Increase the PHP memory limit
If the error occurs when a visitor submits the form (not when saving the configuration), the cause is likely an insufficient PHP memory limit. When a form has many conditional rules, the plugin evaluates all of them on every submission. This can exhaust the server's PHP memory limit, causing a 500 Internal Server Error or the form appearing to spin indefinitely.
If your server's PHP memory limit is below 256 MB, it may not be sufficient for complex conditional rule sets. Increasing the limit to 256 MB or higher is recommended when you have more than 10 rules configured.
How you increase the memory limit depends on your hosting provider.
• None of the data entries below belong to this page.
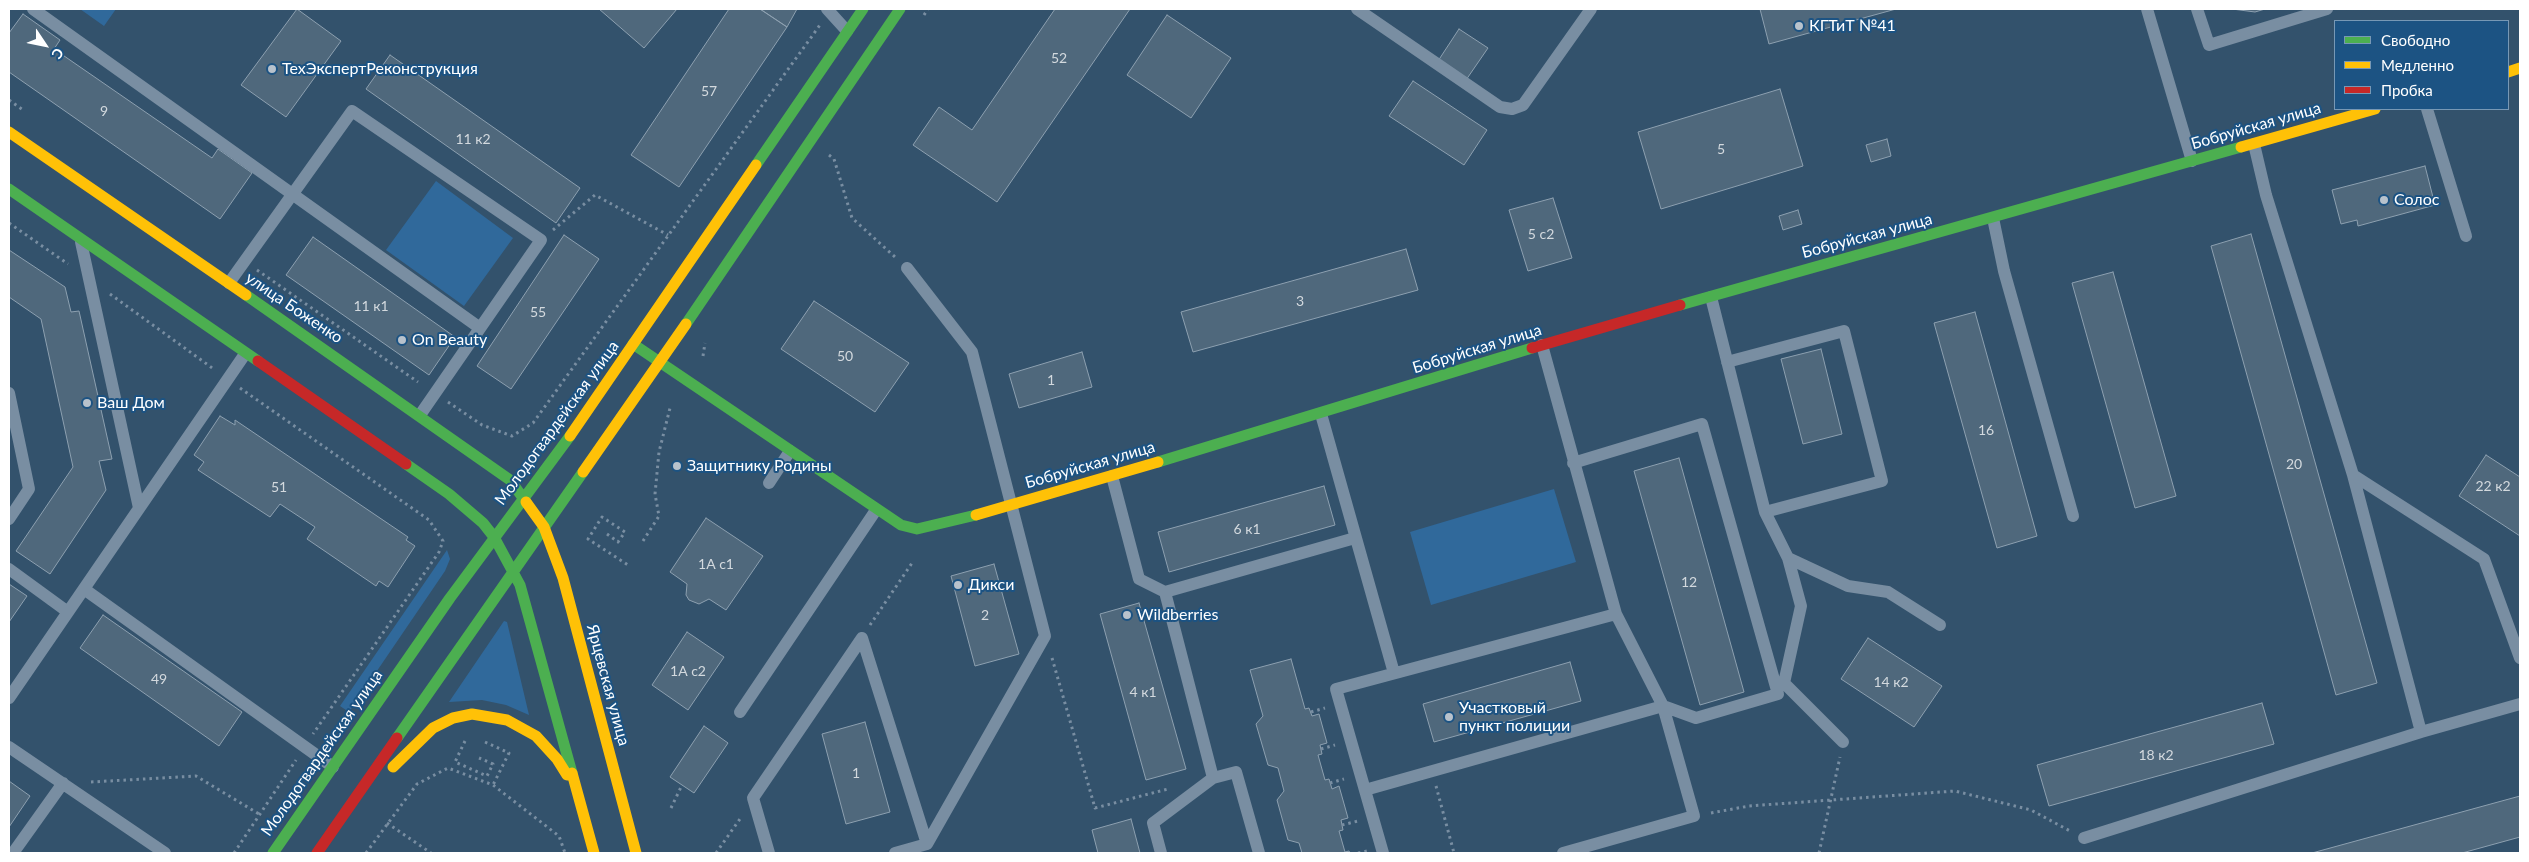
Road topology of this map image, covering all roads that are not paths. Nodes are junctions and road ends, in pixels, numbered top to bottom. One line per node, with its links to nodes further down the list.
1 (33, 9): 17 (lane)
2 (863, 9): 10 (main road, Молодогвардейская улица)
3 (900, 9): 28 (main road)
4 (1357, 9): 5 (lane)
5 (1591, 9)
6 (2147, 9): 15 (lane)
7 (2197, 9): 8 (lane)
8 (2327, 9)
9 (828, 10): 10 (lane)
10 (847, 31): 25 (main road, Молодогвардейская улица)
11 (2371, 110): 14 (main road, Бобруйская улица)
12 (2427, 110): 19 (lane)
13 (9, 132): 22 (main road, улица Боженко)
14 (2254, 144): 15 (main road, Бобруйская улица); 35 (lane)
15 (2192, 161): 18 (main road, Бобруйская улица)
16 (9, 189): 20 (main road)
17 (292, 195): 22 (lane); 24 (lane); 24 (lane)
18 (1993, 218): 23 (main road, Бобруйская улица); 43 (lane)
19 (2466, 236)
20 (80, 238): 27 (main road); 40 (lane)
21 (907, 268): 39 (lane)
22 (229, 283): 32 (main road, улица Боженко)
23 (1711, 297): 26 (main road, Бобруйская улица); 29 (lane)
24 (480, 328): 32 (lane)
25 (633, 344): 28 (main road, Бобруйская улица); 38 (main road, Молодогвардейская улица)
26 (1542, 345): 31 (main road, Бобруйская улица); 34 (lane)
27 (245, 354): 40 (lane); 46 (main road)
28 (660, 362): 33 (main road, Бобруйская улица); 45 (main road)
29 (1727, 362): 42 (lane); 42 (lane)
30 (9, 393): 44 (lane)
31 (1321, 414): 36 (main road, Бобруйская улица); 47 (lane)
32 (420, 415): 38 (main road, улица Боженко)
33 (790, 451): 37 (lane); 41 (main road, Бобруйская улица)
34 (1573, 463): 54 (lane); 60 (lane)
35 (2354, 475): 56 (lane); 62 (lane)
36 (1112, 476): 39 (main road, Бобруйская улица); 52 (lane)
37 (769, 483)
38 (524, 498): 45 (main road, улица Боженко); 46 (main road, Молодогвардейская улица)
39 (1011, 504): 41 (main road, Бобруйская улица); 72 (lane)
40 (139, 508): 51 (lane)
41 (876, 510): 61 (lane)
42 (1765, 512): 48 (lane)
43 (2072, 516)
44 (9, 519)
45 (544, 527): 50 (main road); 78 (main road, Ярцевская улица)
46 (494, 538): 50 (main road); 65 (main road, Молодогвардейская улица)
47 (1355, 538): 52 (lane); 57 (lane)
48 (1788, 558): 55 (lane); 63 (lane)
49 (9, 569): 53 (lane)
50 (514, 571): 68 (main road); 70 (main road)
51 (84, 589): 53 (lane); 65 (lane)
52 (1165, 592): 66 (lane)
53 (68, 612): 58 (lane)
54 (1616, 614): 57 (lane); 60 (lane)
55 (1940, 625)
56 (2520, 658)
57 (1394, 673): 69 (lane)
58 (9, 698)
59 (2520, 704): 62 (lane)
60 (1664, 706): 69 (lane); 84 (lane)
61 (740, 712)
62 (2422, 732): 71 (lane)
63 (1843, 742)
64 (9, 747): 67 (lane)
65 (333, 767): 75 (main road, Молодогвардейская улица)
66 (1213, 778): 81 (lane); 82 (lane)
67 (63, 783): 73 (lane); 74 (lane)
68 (575, 786): 70 (main road); 77 (main road)
69 (1365, 790): 83 (lane)
70 (357, 797): 76 (main road)
71 (2084, 838)
72 (927, 844): 79 (lane); 80 (lane)
73 (13, 853)
74 (165, 853)
75 (273, 853)
76 (317, 853)
77 (594, 853)
78 (636, 853)
79 (769, 853)
80 (895, 853)
81 (1161, 853)
82 (1259, 853)
83 (1383, 853)
84 (1563, 853)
Below is an example using Cloudways:
- Log in to your Cloudways account and open your application.
- Navigate to Application Settings.
- Under the PHP FPM section, locate the memory_limit field and set it to
256M(or higher). - Save the changes and submit the form again to confirm the error is resolved.
For other hosting providers, check their documentation for how to adjust the PHP memory_limit setting. Alternatively, you can add the following line to your site's wp-config.php file:
define( 'WP_MEMORY_LIMIT', '256M' );⚠️ Important: If your hosting plan enforces a hard PHP memory cap, editing wp-config.php alone may not be enough. Contact your hosting provider to raise the server-level limit.
Isolate the problem by testing rule subsets
If you are unsure which rules are causing the issue, or if you cannot immediately increase the memory limit, you can test your rules incrementally to identify the problematic set:
- Temporarily disable all but a small group of your conditional rules (for example, the first 5).
- Submit the form and check whether the error still occurs.
- If the form submits successfully, re-enable the next group of rules and test again.
- Repeat until the error reappears — the last group you enabled likely contains the rules consuming the most memory.
- Review those rules for redundancy or opportunities to simplify the logic before re-enabling them.
💡 Tip: Reducing the total number of rules and combining related conditions using AND/OR logic can lower the memory overhead and improve form submission performance.